I have modified vector addition code for it.
kernel for the multiply and integration:
__global__ void cvctmac (int M,float *yre,float *yim,float *x1re,float *x1im,float *x2re,float *x2im,double *acc_yre,double *acc_yim) {
int index = blockIdx.x * blockDim.x + threadIdx.x;
int stride = blockDim.x * gridDim.x;
// Multiplication
for (int i = index; i < M; i += stride) {
acc_yre[i] += x1re[i] * x2re[i] - x1im[i] * x2im[i];
acc_yim[i] += x1re[i] * x2im[i] + x1im[i] * x2re[i];
}
}
__global__ void cavg(int M,double iter,double *xre,double *xim){
// Averaging
int index = blockIdx.x * blockDim.x + threadIdx.x;
int stride = blockDim.x * gridDim.x;
// Grid-stride approch
for (int i = index; i < M; i += stride) {
xre[i] /= iter;
xim[i] /= iter;
}
}
As the code is performing complex arithmetic, I am doing 4 operations per thread(2 for multiplication and 2 for integration). what will be the way to optimize the kernel cvctmac?

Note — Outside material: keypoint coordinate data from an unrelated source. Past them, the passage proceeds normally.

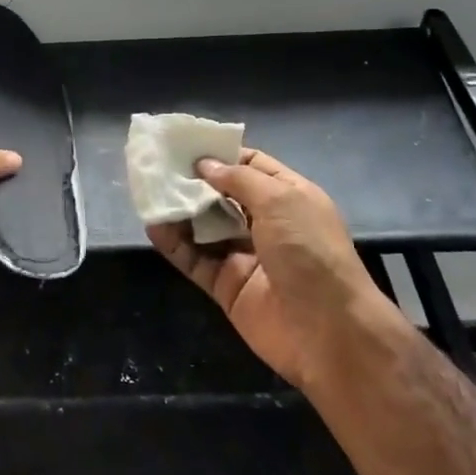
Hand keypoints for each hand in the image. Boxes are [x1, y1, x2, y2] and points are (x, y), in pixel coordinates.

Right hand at [147, 149, 407, 392]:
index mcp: (289, 196)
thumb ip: (239, 180)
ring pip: (205, 228)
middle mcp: (267, 223)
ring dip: (179, 210)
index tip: (185, 145)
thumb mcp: (280, 200)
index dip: (220, 154)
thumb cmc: (309, 252)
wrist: (327, 330)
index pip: (251, 166)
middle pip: (223, 196)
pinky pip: (195, 259)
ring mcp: (245, 255)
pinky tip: (153, 225)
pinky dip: (174, 244)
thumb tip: (204, 165)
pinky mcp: (226, 286)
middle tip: (157, 166)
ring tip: (148, 191)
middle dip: (193, 181)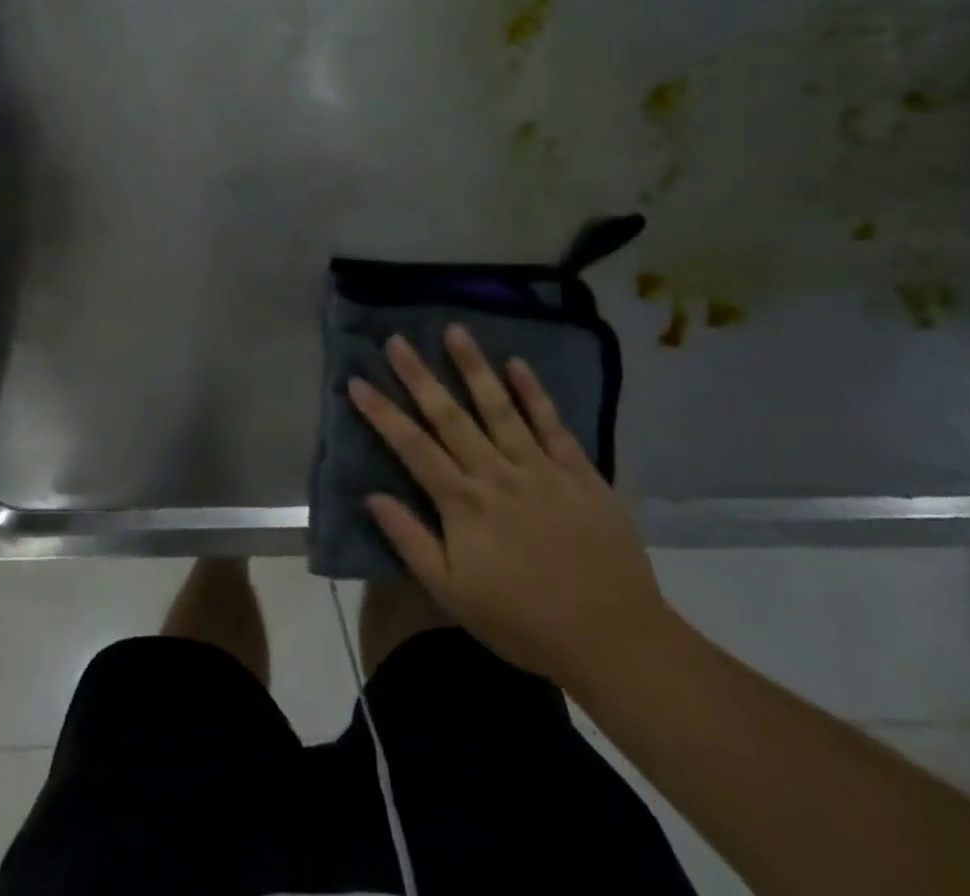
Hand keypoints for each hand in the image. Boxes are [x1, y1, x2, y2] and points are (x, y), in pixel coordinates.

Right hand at [350, 328, 672, 688]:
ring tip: (455, 330)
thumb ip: (410, 541)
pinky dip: (534, 392)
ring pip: (499, 408)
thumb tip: (370, 496)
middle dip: (419, 376)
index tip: (356, 381)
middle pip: (449, 416)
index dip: (382, 413)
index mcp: (463, 503)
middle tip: (396, 340)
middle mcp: (496, 473)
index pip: (411, 447)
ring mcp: (539, 468)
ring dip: (474, 367)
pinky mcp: (578, 472)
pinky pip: (552, 424)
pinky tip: (518, 363)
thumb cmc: (523, 621)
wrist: (614, 640)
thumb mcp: (453, 594)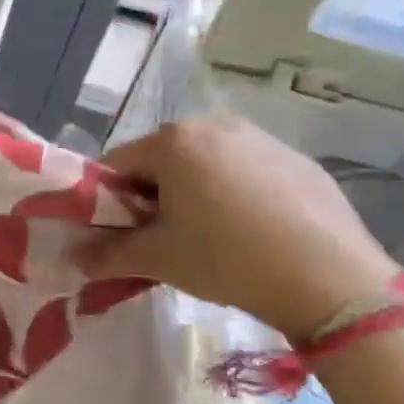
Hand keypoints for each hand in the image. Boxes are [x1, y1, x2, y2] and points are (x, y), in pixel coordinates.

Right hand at [76, 116, 400, 341]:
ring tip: (207, 238)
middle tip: (160, 239)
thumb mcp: (157, 259)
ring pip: (204, 164)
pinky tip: (249, 233)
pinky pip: (245, 171)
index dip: (106, 200)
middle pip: (161, 160)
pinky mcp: (298, 160)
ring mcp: (262, 138)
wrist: (331, 278)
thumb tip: (73, 259)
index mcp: (174, 141)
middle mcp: (215, 125)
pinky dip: (233, 195)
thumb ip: (107, 254)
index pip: (116, 163)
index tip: (116, 233)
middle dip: (150, 196)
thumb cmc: (226, 258)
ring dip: (191, 195)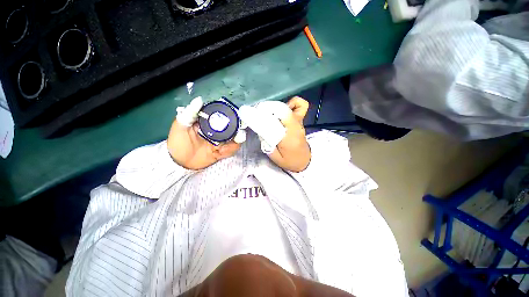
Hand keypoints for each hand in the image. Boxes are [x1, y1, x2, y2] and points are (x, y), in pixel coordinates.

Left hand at [167, 120, 239, 169]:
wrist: (180, 163)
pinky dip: (230, 150)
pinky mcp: (223, 151)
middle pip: (234, 127)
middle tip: (239, 134)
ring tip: (224, 147)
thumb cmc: (178, 142)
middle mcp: (218, 130)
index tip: (237, 115)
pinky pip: (232, 149)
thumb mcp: (180, 125)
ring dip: (235, 142)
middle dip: (239, 129)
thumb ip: (190, 113)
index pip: (223, 115)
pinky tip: (221, 153)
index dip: (232, 114)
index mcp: (210, 122)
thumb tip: (199, 99)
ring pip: (236, 138)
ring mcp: (222, 141)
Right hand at [268, 97, 310, 171]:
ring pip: (293, 105)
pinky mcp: (301, 121)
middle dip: (270, 109)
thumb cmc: (289, 161)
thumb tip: (261, 129)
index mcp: (290, 137)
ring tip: (271, 113)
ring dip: (278, 107)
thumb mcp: (275, 157)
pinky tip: (285, 109)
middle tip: (261, 114)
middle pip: (284, 110)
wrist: (304, 162)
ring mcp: (300, 122)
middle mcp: (296, 127)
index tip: (257, 114)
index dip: (269, 113)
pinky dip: (293, 103)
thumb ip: (267, 143)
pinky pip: (301, 106)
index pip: (281, 118)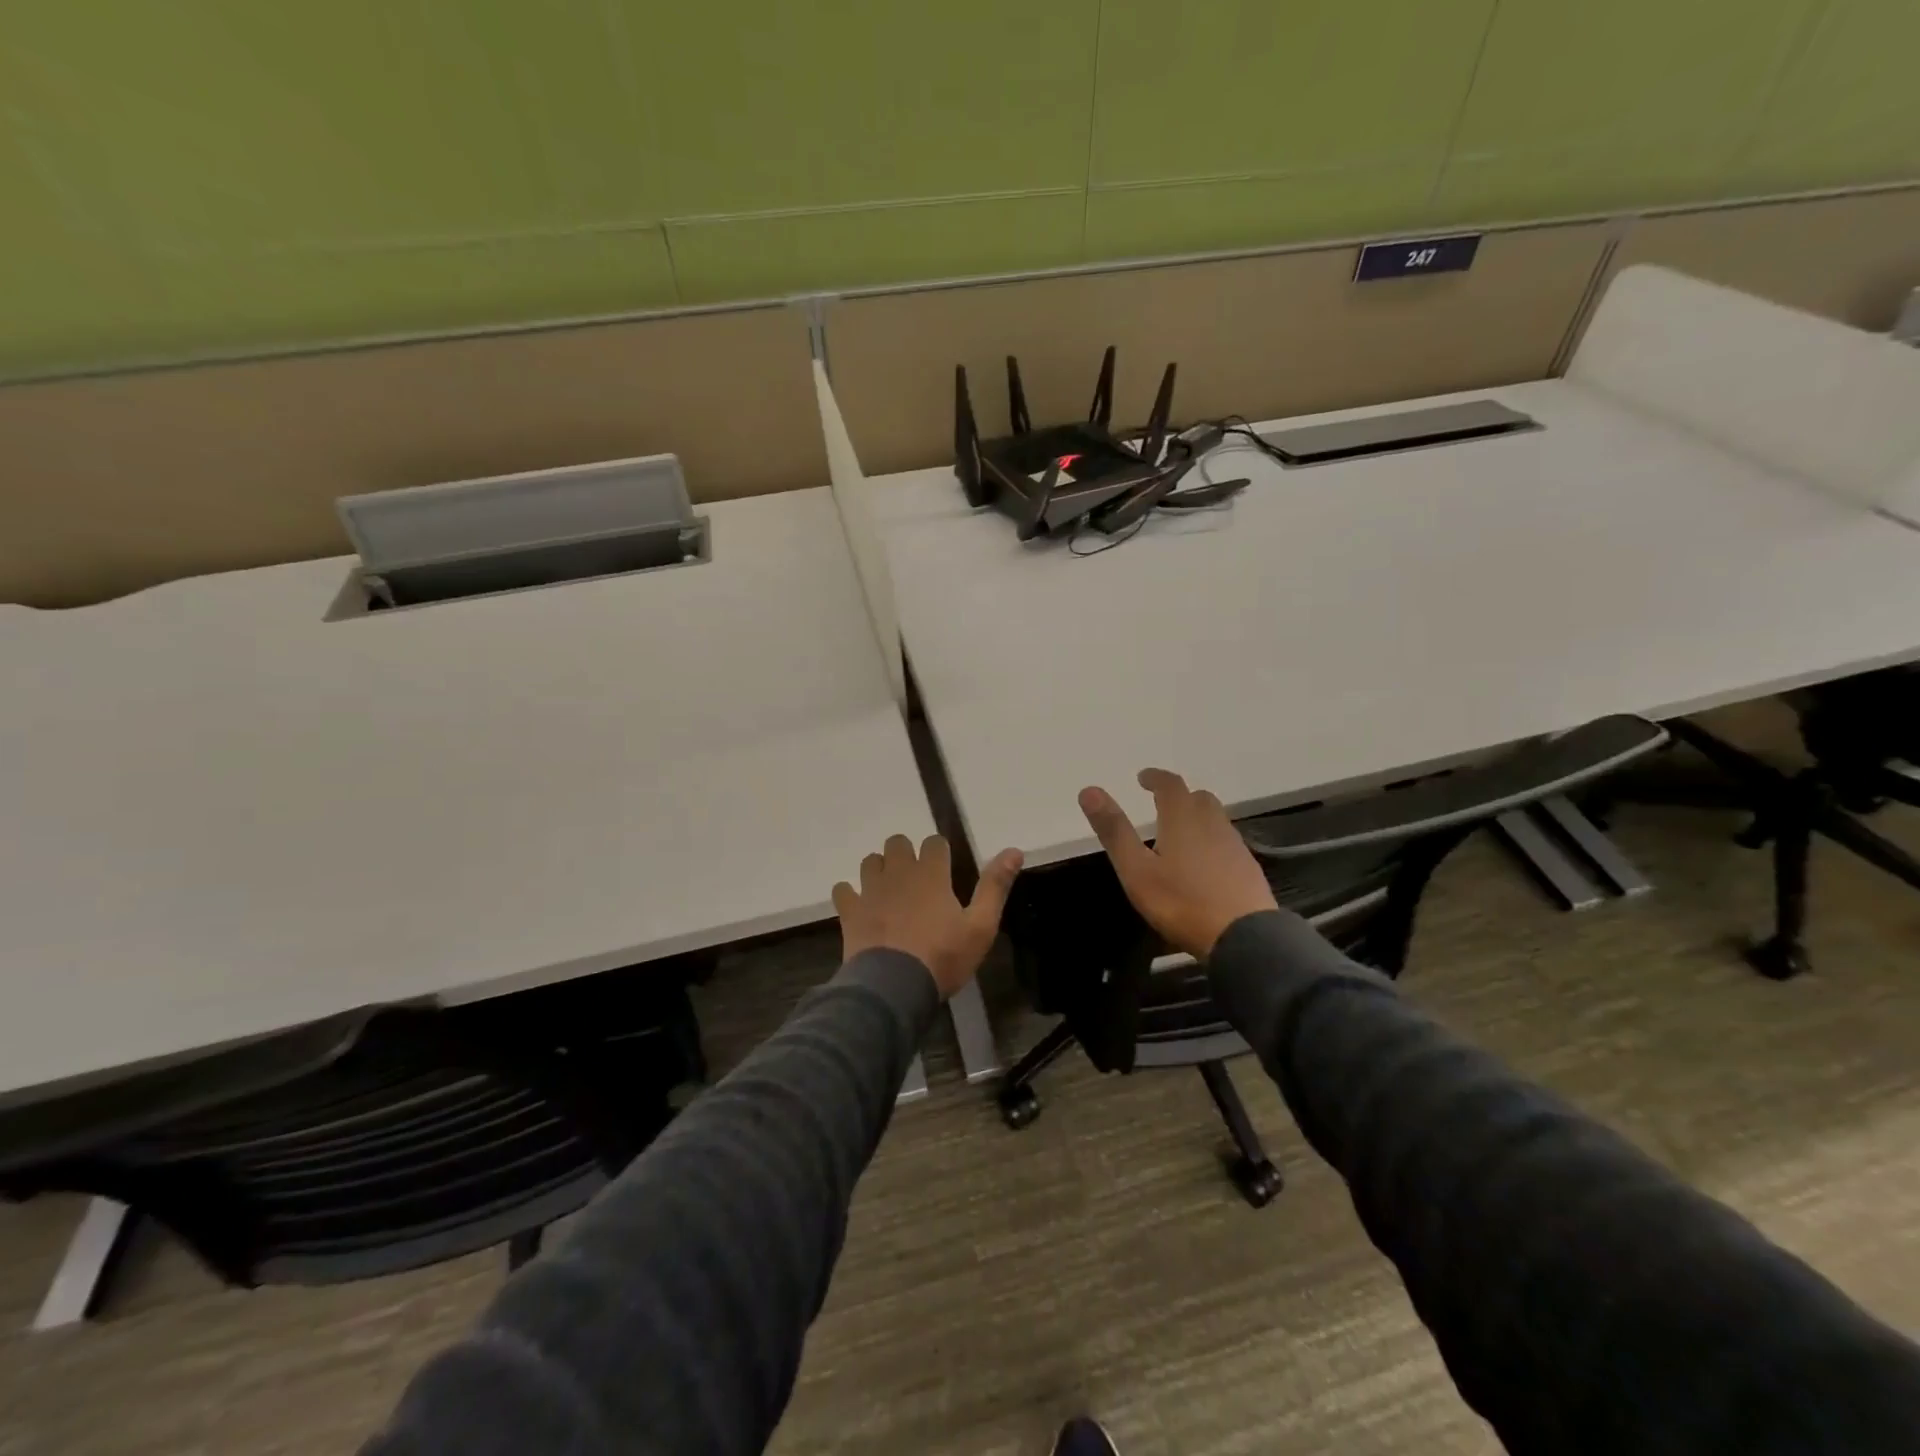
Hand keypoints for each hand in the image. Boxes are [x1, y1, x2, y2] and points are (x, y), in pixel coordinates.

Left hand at [833, 834, 1023, 997]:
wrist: (894, 987)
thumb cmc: (943, 957)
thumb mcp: (981, 926)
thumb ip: (995, 886)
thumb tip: (1014, 850)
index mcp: (931, 874)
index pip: (934, 842)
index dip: (940, 852)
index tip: (945, 870)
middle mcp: (899, 873)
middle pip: (897, 843)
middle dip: (906, 854)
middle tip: (916, 879)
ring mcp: (870, 890)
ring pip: (870, 861)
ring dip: (879, 870)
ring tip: (889, 891)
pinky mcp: (850, 911)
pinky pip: (843, 890)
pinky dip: (850, 894)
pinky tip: (859, 907)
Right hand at [1079, 769, 1276, 959]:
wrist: (1244, 937)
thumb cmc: (1182, 902)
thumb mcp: (1136, 871)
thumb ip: (1114, 831)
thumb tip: (1089, 790)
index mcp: (1183, 819)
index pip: (1170, 785)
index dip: (1155, 778)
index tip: (1143, 778)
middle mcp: (1212, 824)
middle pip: (1198, 798)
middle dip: (1178, 796)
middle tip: (1161, 803)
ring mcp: (1234, 846)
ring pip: (1215, 819)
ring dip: (1197, 817)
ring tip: (1180, 833)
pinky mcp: (1248, 868)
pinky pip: (1226, 842)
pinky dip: (1211, 840)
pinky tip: (1204, 863)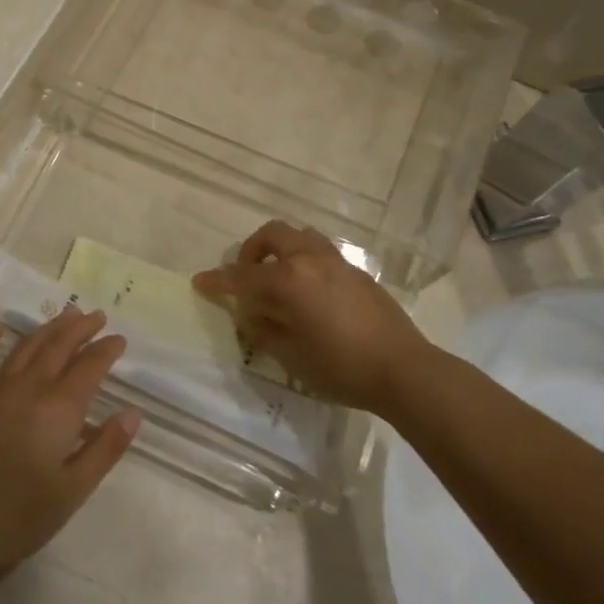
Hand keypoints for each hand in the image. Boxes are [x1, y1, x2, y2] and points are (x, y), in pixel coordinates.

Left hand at [0, 309, 137, 601]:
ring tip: (64, 315)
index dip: (106, 351)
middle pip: (58, 347)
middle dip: (80, 329)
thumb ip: (104, 450)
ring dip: (46, 328)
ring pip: (23, 347)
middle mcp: (26, 388)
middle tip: (96, 316)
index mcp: (58, 410)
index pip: (90, 368)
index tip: (120, 340)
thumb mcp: (71, 493)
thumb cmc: (13, 521)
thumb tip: (132, 414)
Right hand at [193, 222, 433, 415]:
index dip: (218, 281)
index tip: (200, 282)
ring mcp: (336, 262)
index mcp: (288, 280)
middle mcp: (309, 260)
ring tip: (277, 278)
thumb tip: (252, 313)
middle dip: (251, 251)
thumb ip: (264, 328)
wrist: (403, 369)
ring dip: (280, 249)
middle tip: (246, 277)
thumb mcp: (290, 355)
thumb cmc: (340, 368)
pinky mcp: (356, 271)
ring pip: (299, 236)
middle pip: (271, 235)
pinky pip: (320, 252)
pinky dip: (303, 260)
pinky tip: (308, 291)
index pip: (242, 276)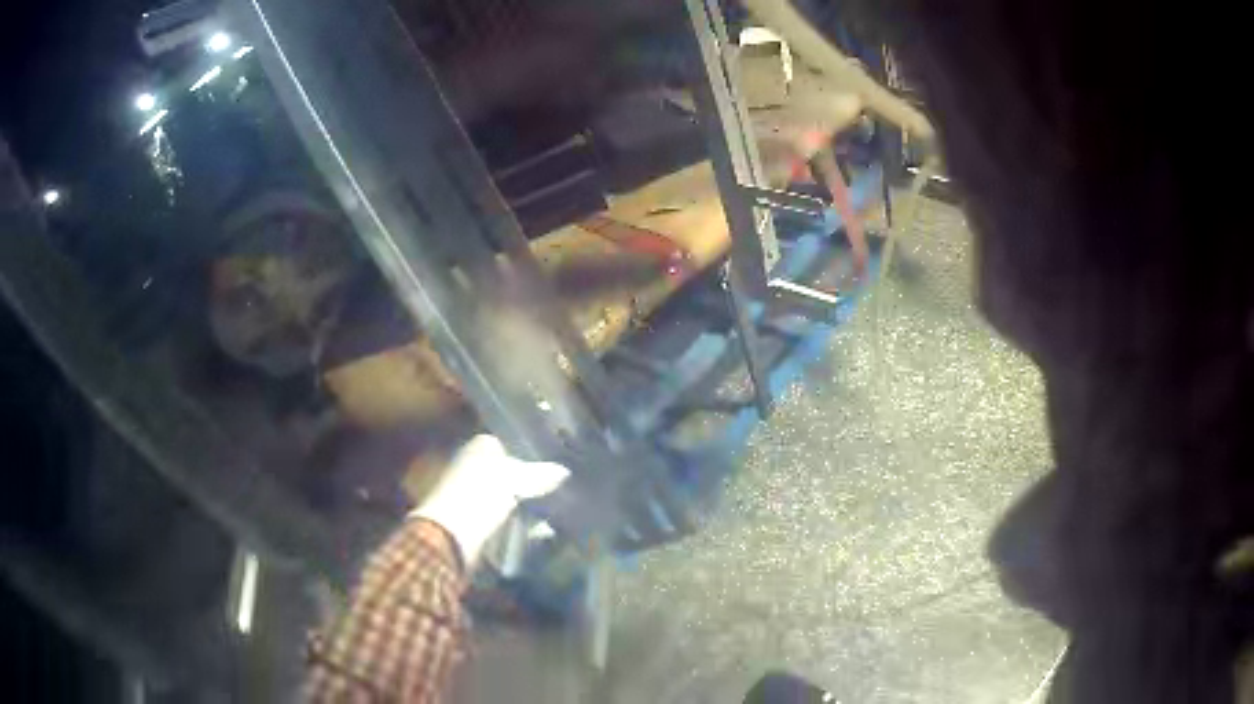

Will shared memory help here?
I have used cuComplex.h also but getting the same performance.
host code:
for (j = 0; j < iter; j++) {
// Generate data in host
for (i = j * M, c = 0; i < M * (j + 1); i++, c++) {
x1re[c] = (float)i;
x1im[c] = 0.0;
x2re[c] = 1.0;
x2im[c] = 0.0;
}
// Copy host to device
cudaMemcpy(dx1re, x1re, M * sizeof(float), cudaMemcpyHostToDevice);
cudaMemcpy(dx1im, x1im, M * sizeof(float), cudaMemcpyHostToDevice);
cudaMemcpy(dx2re, x2re, M * sizeof(float), cudaMemcpyHostToDevice);
cudaMemcpy(dx2im, x2im, M * sizeof(float), cudaMemcpyHostToDevice);
//mac
cvctmac<<<numBlock, numThread>>>(
M,
dyre, dyim,
dx1re, dx1im,
dx2re, dx2im,
dacc_yre, dacc_yim
);
}
// Avg
cavg<<<numBlock, numThread>>>(
M, (double) iter,
dacc_yre, dacc_yim
);
Please suggest the way to optimize the code. I'm targeting CUDA with compute capability 6.1.